2

I have a problem with this code: I don't know why it prints B and not A, since the condition is true. strlen(x) is clearly greater than i. Can you help me?

#include <stdio.h>
#include <string.h>

int main()
{
   char x[]="Hello";
   int i = -3;
   
   if(strlen(x)>i)
   {
       printf("A");
   }
   else
   {
       printf("B");
   }
    return 0;
}
Costantino Grana
  • 3,132
  • 1
  • 15
  • 35
Placido
  • 23
  • 2
  • 1
    What type of value does [`strlen()`](https://port70.net/~nsz/c/c11/n1570.html#7.24.6.3) return? – Andrew Henle Dec 16 '20 at 12:10
  • 6
    The problem is you're using `-3` in an unsigned comparison. Since `strlen` returns a `size_t`, which is an unsigned integer type, comparing the result with an `int` results in the `int` being converted to a `size_t` as well. – Tom Karzes Dec 16 '20 at 12:11
  • 2
    Your compiler should be giving you a warning. If not, you definitely should rise the warning level. – Costantino Grana Dec 16 '20 at 12:15
  • [Why sizeof(int) is not greater than -1?](https://stackoverflow.com/q/24466857/995714) – phuclv Dec 16 '20 at 13:20

3 Answers3

4

The standard function strlen is declared like

size_t strlen(const char *s);

where the type size_t is an implementation defined unsigned integer type the rank of which is not less than the rank of the type int. Usually the type size_t is defined as an alias for the type unsigned long.

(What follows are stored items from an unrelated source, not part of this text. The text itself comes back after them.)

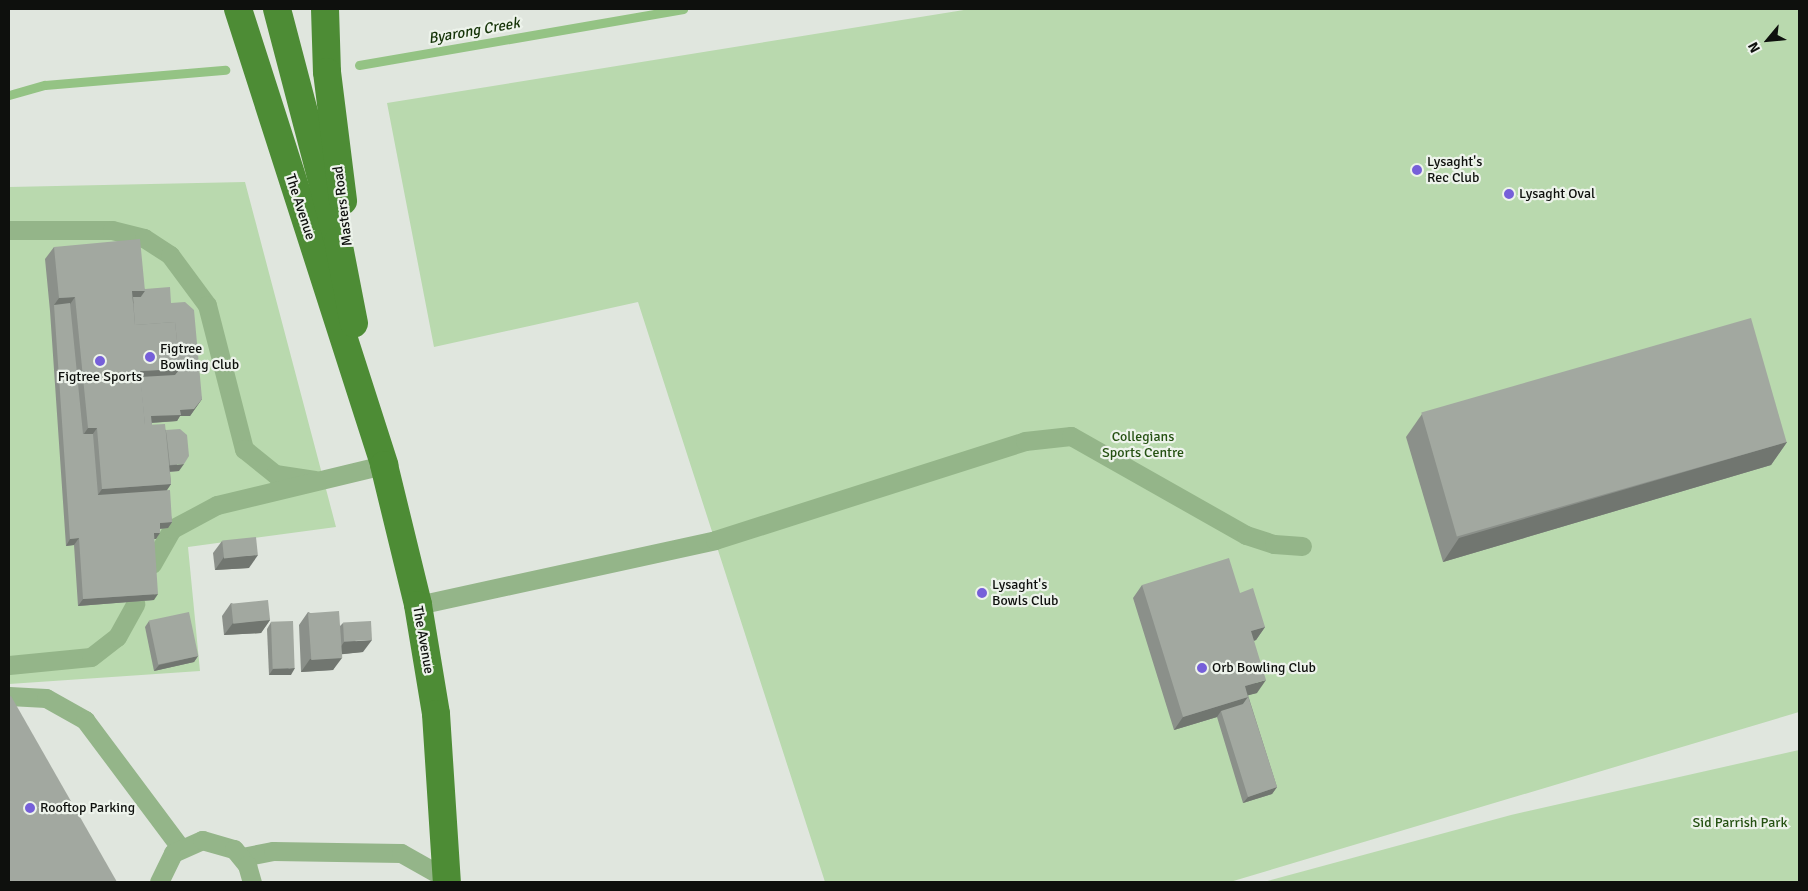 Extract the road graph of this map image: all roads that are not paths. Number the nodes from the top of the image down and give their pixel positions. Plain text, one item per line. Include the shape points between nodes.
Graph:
1 (238, 9) edge
2 (277, 9) edge
3 (325, 9) edge
4 (9, 230) edge
5 (368, 403) junction
6 (384, 466) junction
7 (315, 480) junction
8 (1302, 546) dead end
9 (152, 564) edge
10 (135, 604) edge
11 (418, 605) junction
12 (9, 665) edge
13 (9, 696) edge
14 (180, 847) junction
15 (242, 857) junction
16 (443, 881) edge
17 (159, 882) edge
18 (252, 882) edge

1 - 5 main road, The Avenue
2 - 5 main road, The Avenue via 338,241
3 - 5 main road, Masters Road via 327,72
4 - 7 lane via 112,230 139,236 170,255 207,305 244,449 275,474
5 - 6 main road, The Avenue
6 - 7 lane
6 - 11 main road, The Avenue
7 - 9 lane via 228,502 189,518 172,530
8 - 11 lane via 1274,544 1246,535 1071,436 1025,441 715,540
10 - 12 lane via 117,637 92,657
11 - 16 main road, The Avenue via 436,714
13 - 14 lane via 46,698 85,720
14 - 15 lane via 213,840
14 - 17 lane via 167,860
15 - 16 lane via 273,851 401,852
15 - 18 lane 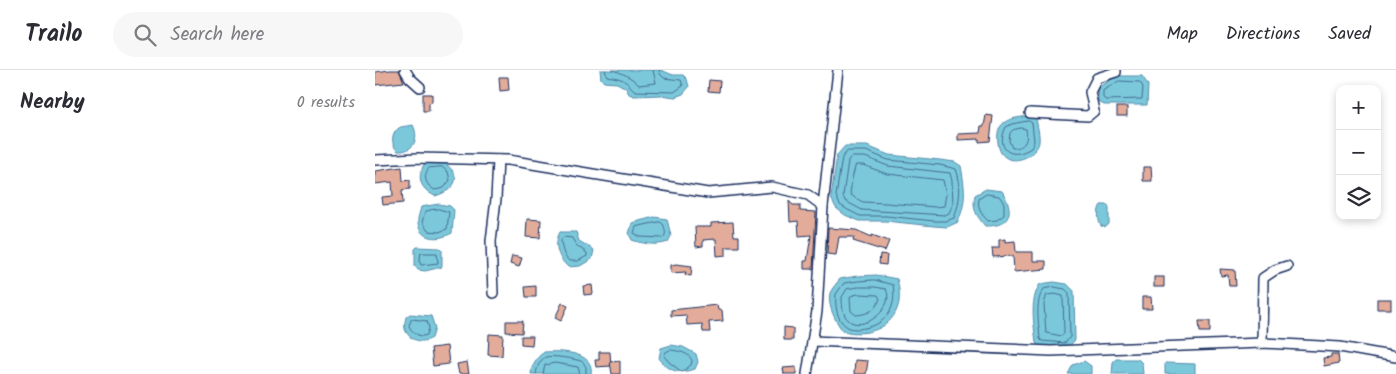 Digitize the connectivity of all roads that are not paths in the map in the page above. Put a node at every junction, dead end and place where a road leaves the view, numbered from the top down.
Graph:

In the expression used as a condition of the if statement

if(strlen(x)>i)

the compiler determines the common type of operands using the usual arithmetic conversions. That is the operand i is converted to the type size_t by propagating the sign bit. And as a result the value of the converted operand is a very big unsigned integer of the type size_t that is greater than the returned value of the call of strlen. So the condition evaluates to the logical false.

Here is a demonstrative program.

#include <stdio.h>

int main(void) 
{
    int i = -3;
    
    printf( "( size_t )i = %zu\n", ( size_t )i );
    
    return 0;
}

Its output might look like

( size_t )i = 18446744073709551613

If you want to get the expected by you result in your program you should write

if( ( int )strlen(x)>i)

or for example

if( ( long int )strlen(x)>i)

That is you need to cast the value returned by the function strlen to some signed integer type.

Vlad from Moscow
  • 301,070
  • 26
  • 186
  • 335
1

From C17 document, 6.3.1.8, page number 39

Otherwise, if the operand that has unsigned integer type has rank greater or equal to the rank of the type of the other operand, then the operand with signed integer type is converted to the type of the operand with unsigned integer type

size_t strlen(const char *s);

Here, strlen(x) return value of type size_t (unsigned long int). But i is of type int. The rank of size_t is greather than the rank int. So, i will be promoted to size_t.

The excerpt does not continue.